AYF Youth Corps 2019 Participants

This year also marks the first group of recipients of the Tamar Abkarian Memorial Scholarship. Established in 2018, the scholarship aims to support AYF Youth Corps participants—a program that was started in 1994 with Tamar’s vision. Tamar was one of the brave individuals who traveled to Armenia in the early 1990s to lay the foundation of the program, and she paved the way for hundreds of young Diasporans to live in, work in, and experience Armenia and Artsakh through AYF Youth Corps. At the time, working in an independent homeland seemed like a dream. But, she helped make it a reality. With her untimely passing in 2018, her family and friends established the scholarship in order to support the young people who are continuing the work Tamar started.

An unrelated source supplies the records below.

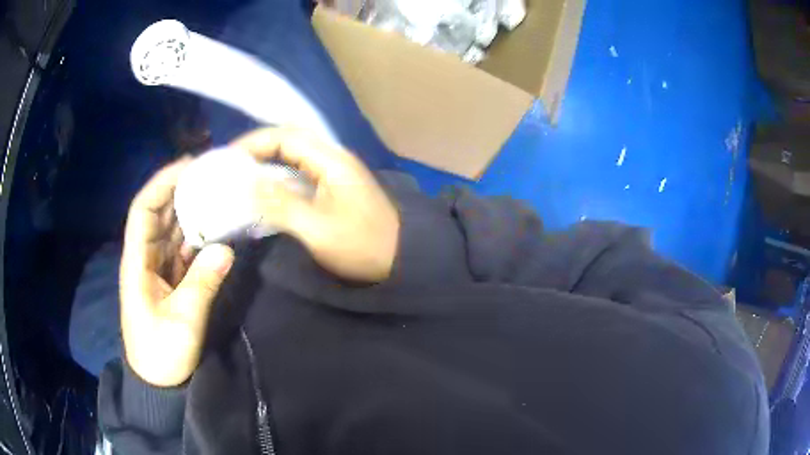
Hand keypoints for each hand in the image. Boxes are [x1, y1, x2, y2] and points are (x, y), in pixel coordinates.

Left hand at [120, 159, 234, 386]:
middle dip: (180, 190)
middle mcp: (145, 258)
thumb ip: (202, 284)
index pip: (143, 211)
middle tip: (210, 173)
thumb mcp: (182, 322)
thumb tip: (227, 249)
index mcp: (137, 263)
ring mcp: (158, 269)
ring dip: (191, 211)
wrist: (158, 381)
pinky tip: (217, 228)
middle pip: (159, 214)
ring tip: (218, 193)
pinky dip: (198, 236)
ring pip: (172, 230)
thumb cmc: (161, 353)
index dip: (161, 184)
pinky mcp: (171, 281)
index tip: (188, 166)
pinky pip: (183, 250)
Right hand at [232, 127, 399, 282]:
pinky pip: (301, 172)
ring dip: (268, 161)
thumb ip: (281, 204)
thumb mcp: (317, 229)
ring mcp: (335, 172)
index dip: (255, 142)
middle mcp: (333, 158)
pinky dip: (279, 176)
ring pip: (295, 155)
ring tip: (241, 175)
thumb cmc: (361, 247)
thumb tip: (247, 183)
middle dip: (258, 148)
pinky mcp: (334, 187)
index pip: (286, 137)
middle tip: (232, 166)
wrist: (400, 260)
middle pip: (290, 140)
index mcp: (331, 161)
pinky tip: (264, 190)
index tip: (229, 157)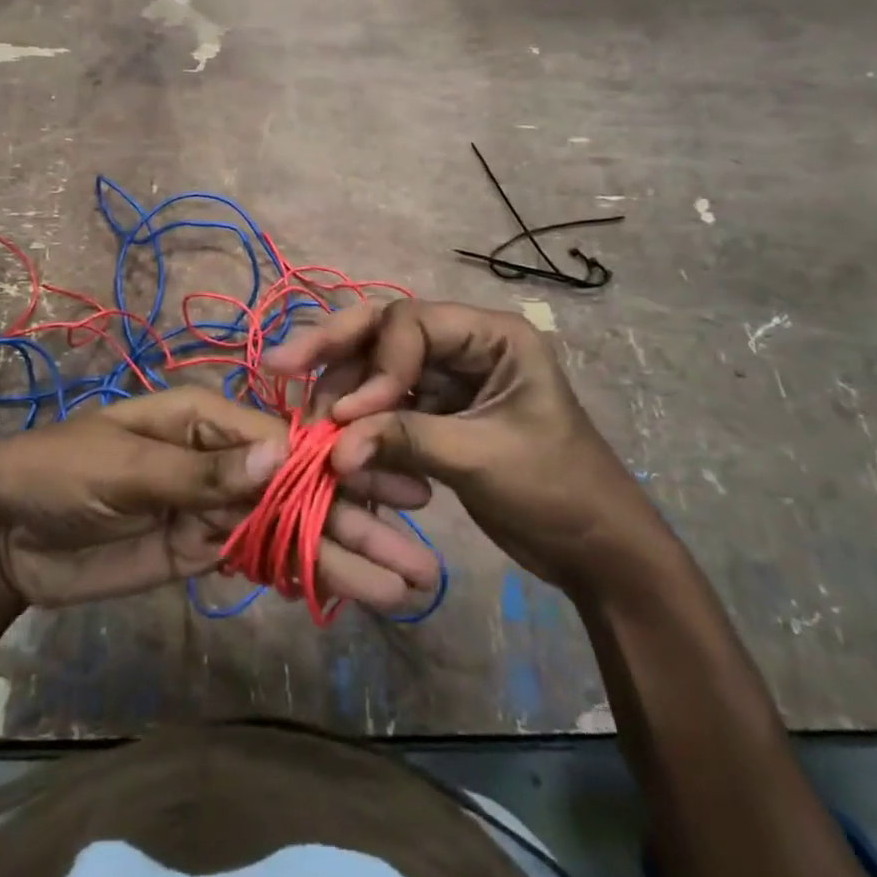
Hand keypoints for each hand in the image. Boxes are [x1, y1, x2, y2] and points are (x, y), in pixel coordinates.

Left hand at [0, 387, 441, 610]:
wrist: (3, 534)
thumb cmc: (60, 473)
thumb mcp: (126, 466)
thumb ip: (203, 471)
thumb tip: (285, 456)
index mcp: (208, 418)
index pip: (288, 442)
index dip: (341, 468)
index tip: (397, 492)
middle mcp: (221, 458)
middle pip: (299, 489)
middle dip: (357, 520)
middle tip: (420, 560)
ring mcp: (214, 506)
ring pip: (287, 529)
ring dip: (340, 556)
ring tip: (400, 588)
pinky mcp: (200, 548)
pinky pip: (259, 558)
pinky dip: (300, 575)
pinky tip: (345, 592)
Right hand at [266, 300, 660, 588]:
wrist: (596, 552)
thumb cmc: (557, 491)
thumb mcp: (481, 458)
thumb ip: (405, 440)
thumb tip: (332, 448)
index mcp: (492, 335)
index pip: (411, 324)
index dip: (376, 365)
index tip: (350, 415)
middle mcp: (464, 343)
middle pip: (384, 330)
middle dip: (333, 347)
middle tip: (280, 364)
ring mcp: (447, 377)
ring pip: (377, 365)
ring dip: (342, 390)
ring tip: (309, 421)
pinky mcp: (435, 411)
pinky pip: (384, 403)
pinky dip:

The recipients of the scholarship are Marinor Balouzian, 18, a student at the University of California, Berkeley; Victoria Cinquegrani, 19, a student at the University of California, Irvine; and Michelle Tervandian, 19, a student at California Polytechnic University, Pomona,

“AYF Youth Corps would not exist without Tamar’s leadership in the 1990s, and Sosé and Allen’s work in the 2000s. Future generations of participants have the ability to build on the work these three exemplary alumni put into the program, and participate in the development of Armenia,” said Talin Saklarian, chairperson of the AYF Youth Corps Committee.

Founded in 1933 with organizational structures in over 17 regions around the world and a legacy of over eighty years of community involvement, the Armenian Youth Federation is the largest and most influential Armenian-American youth organization in the world, working to advance the social, political, educational, and cultural awareness of Armenian youth.